Collected data:
<<<<

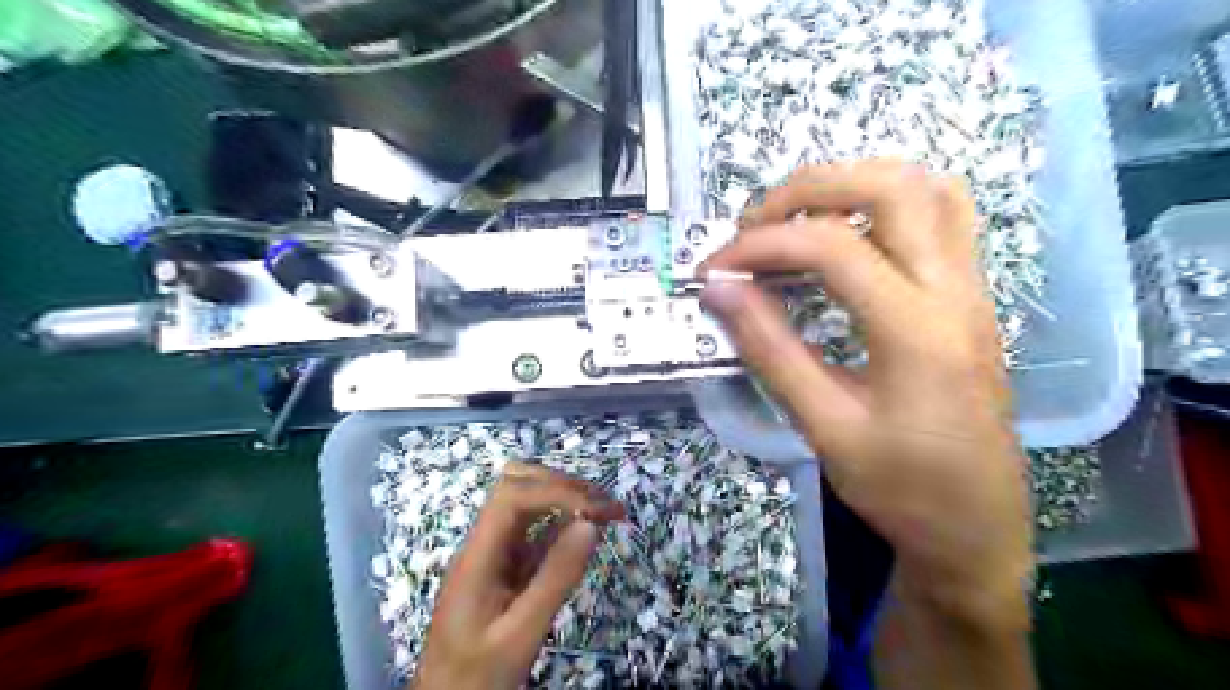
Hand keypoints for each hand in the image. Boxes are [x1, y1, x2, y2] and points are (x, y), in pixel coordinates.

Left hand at [413, 464, 625, 688]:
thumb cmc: (478, 674)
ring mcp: (494, 552)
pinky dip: (564, 522)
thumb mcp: (521, 633)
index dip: (555, 491)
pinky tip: (588, 531)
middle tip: (606, 505)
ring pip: (527, 502)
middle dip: (564, 485)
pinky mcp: (506, 565)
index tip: (596, 509)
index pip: (512, 497)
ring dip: (567, 498)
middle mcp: (484, 543)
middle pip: (516, 486)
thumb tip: (591, 524)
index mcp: (477, 555)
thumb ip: (555, 578)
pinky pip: (536, 530)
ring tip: (607, 512)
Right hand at [702, 160, 1028, 631]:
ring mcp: (971, 289)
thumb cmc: (901, 489)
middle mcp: (954, 292)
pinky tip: (847, 237)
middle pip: (892, 186)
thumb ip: (770, 350)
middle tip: (755, 225)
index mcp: (917, 331)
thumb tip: (719, 291)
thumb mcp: (824, 426)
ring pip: (926, 189)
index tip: (715, 268)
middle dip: (810, 189)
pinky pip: (940, 217)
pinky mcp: (969, 298)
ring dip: (852, 186)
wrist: (977, 529)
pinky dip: (885, 205)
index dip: (762, 245)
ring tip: (795, 222)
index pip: (833, 247)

>>>>

● What you will do: Reproduce verbatim only the lines from the one holding "index mcp: (917, 331)" through the end of the records.

● Response area:
index mcp: (917, 331)
thumb tip: (719, 291)
thumb mcp: (824, 426)
ring pip: (926, 189)
index tip: (715, 268)
middle dip: (810, 189)
pinky pip: (940, 217)
pinky mcp: (969, 298)
ring dip: (852, 186)
wrist: (977, 529)
pinky dip: (885, 205)
index dip: (762, 245)
ring tip: (795, 222)
index pip: (833, 247)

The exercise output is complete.